All these are very serious matters, and I think we have to be grateful to my noble friend Lord Mottistone for having brought them forward. There is no man in this House who has a better right than Lord Mottistone, not only from official experience, but from his own experiences in the field, to speak on the condition of our defences. I remember, if I may say so, that on the first occasion when I was at Lord French's headquarters, Lord French appealed to me as an ex-Secretary of State for War and therefore having, as he hoped, some influence on my noble friend who had also filled that office, to ask him on public grounds not to risk himself in the front trenches so often and so negligently as Lord French considered that he did. I did what I could, but I am not sure that I was able to bring my noble friend to that state of regard for the safety of his own person that we should have wished him to have.

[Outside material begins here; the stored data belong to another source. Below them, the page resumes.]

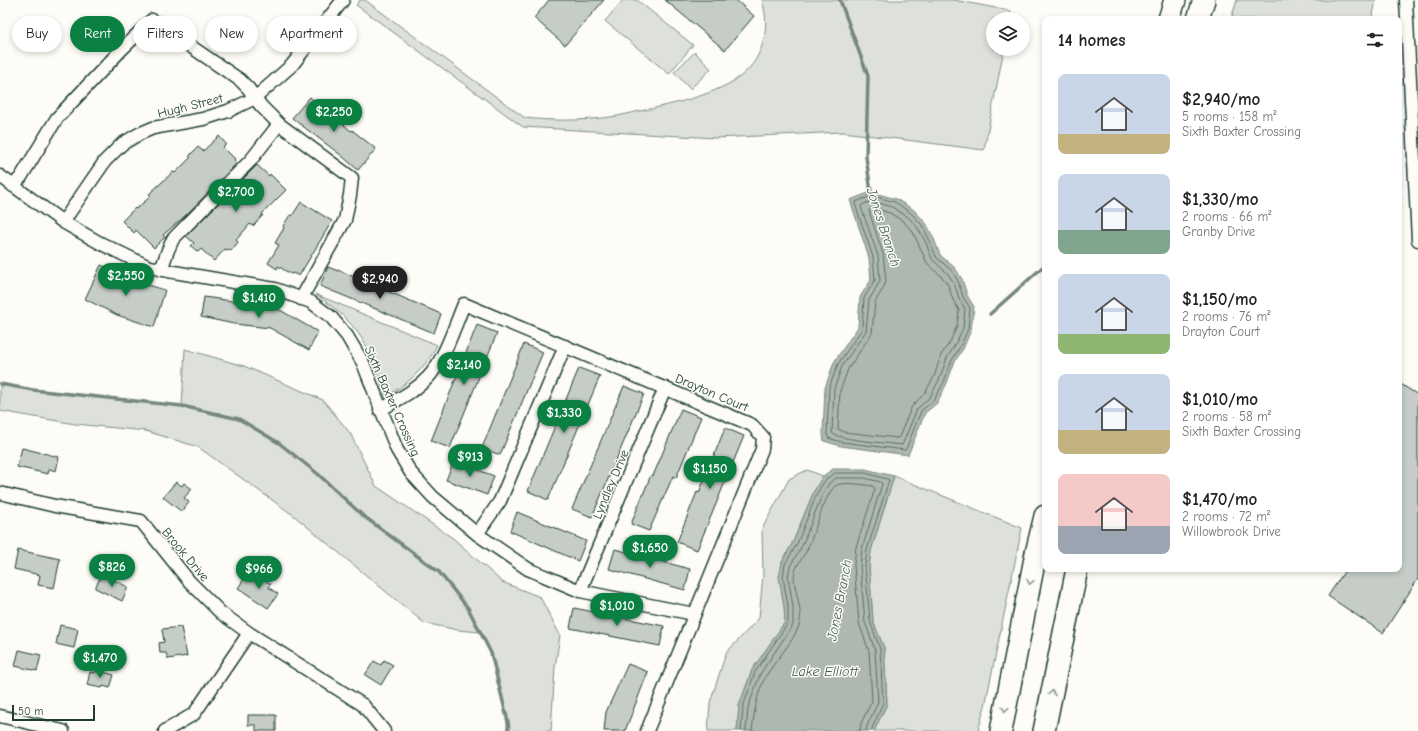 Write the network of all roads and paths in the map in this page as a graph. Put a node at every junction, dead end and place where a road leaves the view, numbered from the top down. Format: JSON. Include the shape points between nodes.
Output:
{"nodes":[{"id":1,"x":343,"y":0,"type":"edge"},
{"id":2,"x":1175,"y":0,"type":"edge"},
{"id":3,"x":1204,"y":0,"type":"edge"},
{"id":4,"x":1406,"y":0,"type":"edge"},
{"id":5,"x":1170,"y":16,"type":"edge"},
{"id":6,"x":1199,"y":16,"type":"edge"},
{"id":7,"x":255,"y":98,"type":"junction"},
{"id":8,"x":279,"y":124,"type":"junction"},
{"id":9,"x":0,"y":176,"type":"edge"},
{"id":10,"x":13,"y":186,"type":"junction"},
{"id":11,"x":63,"y":222,"type":"junction"},
{"id":12,"x":1418,"y":240,"type":"edge"},
{"id":13,"x":161,"y":270,"type":"junction"},
{"id":14,"x":301,"y":299,"type":"junction"},
{"id":15,"x":565,"y":346,"type":"junction"},
{"id":16,"x":665,"y":388,"type":"junction"},
{"id":17,"x":380,"y":410,"type":"junction"},
{"id":18,"x":0,"y":493,"type":"edge"},
{"id":19,"x":1042,"y":528,"type":"edge"},
{"id":20,"x":477,"y":534,"type":"junction"},
{"id":21,"x":1076,"y":572,"type":"edge"},
{"id":22,"x":580,"y":591,"type":"junction"},
{"id":23,"x":694,"y":614,"type":"junction"},
{"id":24,"x":249,"y":633,"type":"junction"},
{"id":25,"x":0,"y":716,"type":"edge"},
{"id":26,"x":63,"y":731,"type":"edge"},
{"id":27,"x":164,"y":731,"type":"edge"},
{"id":28,"x":384,"y":731,"type":"edge"},
{"id":29,"x":646,"y":731,"type":"edge"},
{"id":30,"x":1001,"y":731,"type":"edge"},
{"id":31,"x":1044,"y":731,"type":"edge"}],
"edges":[{"from":1,"to":7,"type":"street","name":"Hugh Street","via":[[292,65]]},
{"from":2,"to":5,"type":"highway"},
{"from":3,"to":6,"type":"highway"},
{"from":4,"to":12,"type":"street"},
{"from":7,"to":8,"type":"street"},
{"from":7,"to":10,"type":"street","via":[[240,80],[152,20],[58,118]]},
{"from":7,"to":11,"type":"street","name":"Hugh Street","via":[[203,119],[153,128],[122,144],[105,161]]},
{"from":8,"to":13,"type":"street","via":[[251,160],[173,239]]},
{"from":8,"to":14,"type":"street","via":[[352,178],[345,220]]},
{"from":9,"to":10,"type":"street","name":"Sixth Baxter Crossing"},
{"from":10,"to":11,"type":"street","name":"Sixth Baxter Crossing"},
{"from":11,"to":13,"type":"street","name":"Sixth Baxter Crossing","via":[[127,257]]},
{"from":13,"to":14,"type":"street","name":"Sixth Baxter Crossing","via":[[275,289]]},
{"from":14,"to":17,"type":"street","name":"Sixth Baxter Crossing","via":[[311,302],[331,317],[346,336],[363,363]]},
{"from":15,"to":16,"type":"street","name":"Drayton Court"},
{"from":15,"to":17,"type":"street","name":"Drayton Court","via":[[464,304],[441,358],[430,376],[404,397]]},
{"from":15,"to":20,"type":"street","via":[[500,501]]},
{"from":16,"to":22,"type":"street","name":"Lyndley Drive"},
{"from":16,"to":23,"type":"street","name":"Drayton Court","via":[[752,425],[763,437],[762,449]]},
{"from":17,"to":20,"type":"street","name":"Sixth Baxter Crossing","via":[[397,450],[411,473],[433,497]]},
{"from":18,"to":24,"type":"street","name":"Brook Drive","via":[[55,506],[141,521],[189,581],[221,613]]},
{"from":19,"to":30,"type":"highway","one_way":true},
{"from":20,"to":22,"type":"street","name":"Sixth Baxter Crossing","via":[[528,569]]},
{"from":31,"to":21,"type":"highway","one_way":true},
{"from":22,"to":23,"type":"street","name":"Sixth Baxter Crossing"},
{"from":23,"to":29,"type":"street","name":"Drayton Court"},
{"from":24,"to":27,"type":"street","via":[[194,714]]},
{"from":24,"to":28,"type":"street","name":"Brook Drive","via":[[363,706]]},
{"from":25,"to":26,"type":"street"}]}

There is only one aspect of the noble Viscount's speech which I think was thoroughly satisfactory. I was very glad, and I am sure all your Lordships were very glad, to hear that the Defence Committee plays so large a part in our present arrangements. That Committee first came to light and was established under the Government of Mr. Balfour, which was perhaps not one of the most glorious parts of the history of the Conservative Party, but at all events I think it was a great step forward that the two Services then, and now the three Services, were brought together. That Committee continued throughout the War to be the nucleus of all our efforts, and it is reassuring to know that it is at present taking an active part in our organisation, and in fact governing our organisation. It is in no spirit of unfriendliness to the Government, and still less from any desire to say anything which might militate against international peace, that I say I think that what the noble Viscount has said to us must be reviewed in debate on a future occasion, and I hope that he will take my remarks in that spirit.

LORD MOTTISTONE

My Lords, I am sure we are all grateful for the very full statement made by my noble friend the Secretary of State for War, though certain parts to which my noble friend the Earl of Midleton referred were, through no fault of the noble Viscount, disquieting, as, for example, the grave shortage of recruits. In view of all that be has told us and the pains which he has taken to inform us, I am sure my noble friend Lord Beatty would agree that we would not like to press our Motion.

Motion for Papers, by leave, withdrawn.